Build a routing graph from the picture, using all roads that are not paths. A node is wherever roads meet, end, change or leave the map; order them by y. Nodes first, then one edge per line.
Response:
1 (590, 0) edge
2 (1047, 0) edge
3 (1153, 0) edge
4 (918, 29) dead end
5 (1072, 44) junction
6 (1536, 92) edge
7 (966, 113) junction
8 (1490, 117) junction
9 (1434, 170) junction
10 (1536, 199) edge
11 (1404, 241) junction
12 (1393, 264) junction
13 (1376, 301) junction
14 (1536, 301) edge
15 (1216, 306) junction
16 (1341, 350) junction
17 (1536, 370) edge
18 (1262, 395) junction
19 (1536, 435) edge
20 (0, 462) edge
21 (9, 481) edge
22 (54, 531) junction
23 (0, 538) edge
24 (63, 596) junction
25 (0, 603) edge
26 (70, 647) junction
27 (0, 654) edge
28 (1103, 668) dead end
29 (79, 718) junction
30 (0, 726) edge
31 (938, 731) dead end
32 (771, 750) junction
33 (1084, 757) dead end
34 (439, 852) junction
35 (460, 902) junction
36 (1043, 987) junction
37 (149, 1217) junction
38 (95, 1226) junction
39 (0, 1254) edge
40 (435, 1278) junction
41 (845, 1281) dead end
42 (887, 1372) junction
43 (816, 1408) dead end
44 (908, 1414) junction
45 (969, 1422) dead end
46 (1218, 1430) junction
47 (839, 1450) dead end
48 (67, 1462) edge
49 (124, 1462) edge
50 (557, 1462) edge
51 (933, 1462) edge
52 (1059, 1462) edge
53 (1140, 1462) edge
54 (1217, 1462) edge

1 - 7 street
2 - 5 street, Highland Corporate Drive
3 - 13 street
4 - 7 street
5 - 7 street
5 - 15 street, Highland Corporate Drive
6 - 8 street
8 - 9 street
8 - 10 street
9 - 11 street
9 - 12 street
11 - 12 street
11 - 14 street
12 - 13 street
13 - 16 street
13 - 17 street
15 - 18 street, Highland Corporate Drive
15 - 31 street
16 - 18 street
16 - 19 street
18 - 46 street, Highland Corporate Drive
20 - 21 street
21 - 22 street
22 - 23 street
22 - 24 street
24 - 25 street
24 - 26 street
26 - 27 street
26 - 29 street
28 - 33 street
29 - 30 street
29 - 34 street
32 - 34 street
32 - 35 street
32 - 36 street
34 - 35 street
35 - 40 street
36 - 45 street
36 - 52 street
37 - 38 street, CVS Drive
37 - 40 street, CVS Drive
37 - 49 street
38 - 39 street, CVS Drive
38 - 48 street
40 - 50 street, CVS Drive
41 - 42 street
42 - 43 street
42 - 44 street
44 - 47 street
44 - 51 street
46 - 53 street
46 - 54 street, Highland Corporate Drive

• [TASK OBJECTIVE]:
Return the data above in full, keeping each line exactly as it stands.

• [RESPONSE BOX]:
Build a routing graph from the picture, using all roads that are not paths. A node is wherever roads meet, end, change or leave the map; order them by y. Nodes first, then one edge per line.
Response:
1 (590, 0) edge
2 (1047, 0) edge
3 (1153, 0) edge
4 (918, 29) dead end
5 (1072, 44) junction
6 (1536, 92) edge
7 (966, 113) junction
8 (1490, 117) junction
9 (1434, 170) junction
10 (1536, 199) edge
11 (1404, 241) junction
12 (1393, 264) junction
13 (1376, 301) junction
14 (1536, 301) edge
15 (1216, 306) junction
16 (1341, 350) junction
17 (1536, 370) edge
18 (1262, 395) junction
19 (1536, 435) edge
20 (0, 462) edge
21 (9, 481) edge
22 (54, 531) junction
23 (0, 538) edge
24 (63, 596) junction
25 (0, 603) edge
26 (70, 647) junction
27 (0, 654) edge
28 (1103, 668) dead end
29 (79, 718) junction
30 (0, 726) edge
31 (938, 731) dead end
32 (771, 750) junction
33 (1084, 757) dead end
34 (439, 852) junction
35 (460, 902) junction
36 (1043, 987) junction
37 (149, 1217) junction
38 (95, 1226) junction
39 (0, 1254) edge
40 (435, 1278) junction
41 (845, 1281) dead end
42 (887, 1372) junction
43 (816, 1408) dead end
44 (908, 1414) junction
45 (969, 1422) dead end
46 (1218, 1430) junction
47 (839, 1450) dead end
48 (67, 1462) edge
49 (124, 1462) edge
50 (557, 1462) edge
51 (933, 1462) edge
52 (1059, 1462) edge
53 (1140, 1462) edge
54 (1217, 1462) edge

1 - 7 street
2 - 5 street, Highland Corporate Drive
3 - 13 street
4 - 7 street
5 - 7 street
5 - 15 street, Highland Corporate Drive
6 - 8 street
8 - 9 street
8 - 10 street
9 - 11 street
9 - 12 street
11 - 12 street
11 - 14 street
12 - 13 street
13 - 16 street
13 - 17 street
15 - 18 street, Highland Corporate Drive
15 - 31 street
16 - 18 street
16 - 19 street
18 - 46 street, Highland Corporate Drive
20 - 21 street
21 - 22 street
22 - 23 street
22 - 24 street
24 - 25 street
24 - 26 street
26 - 27 street
26 - 29 street
28 - 33 street
29 - 30 street
29 - 34 street
32 - 34 street
32 - 35 street
32 - 36 street
34 - 35 street
35 - 40 street
36 - 45 street
36 - 52 street
37 - 38 street, CVS Drive
37 - 40 street, CVS Drive
37 - 49 street
38 - 39 street, CVS Drive
38 - 48 street
40 - 50 street, CVS Drive
41 - 42 street
42 - 43 street
42 - 44 street
44 - 47 street
44 - 51 street
46 - 53 street
46 - 54 street, Highland Corporate Drive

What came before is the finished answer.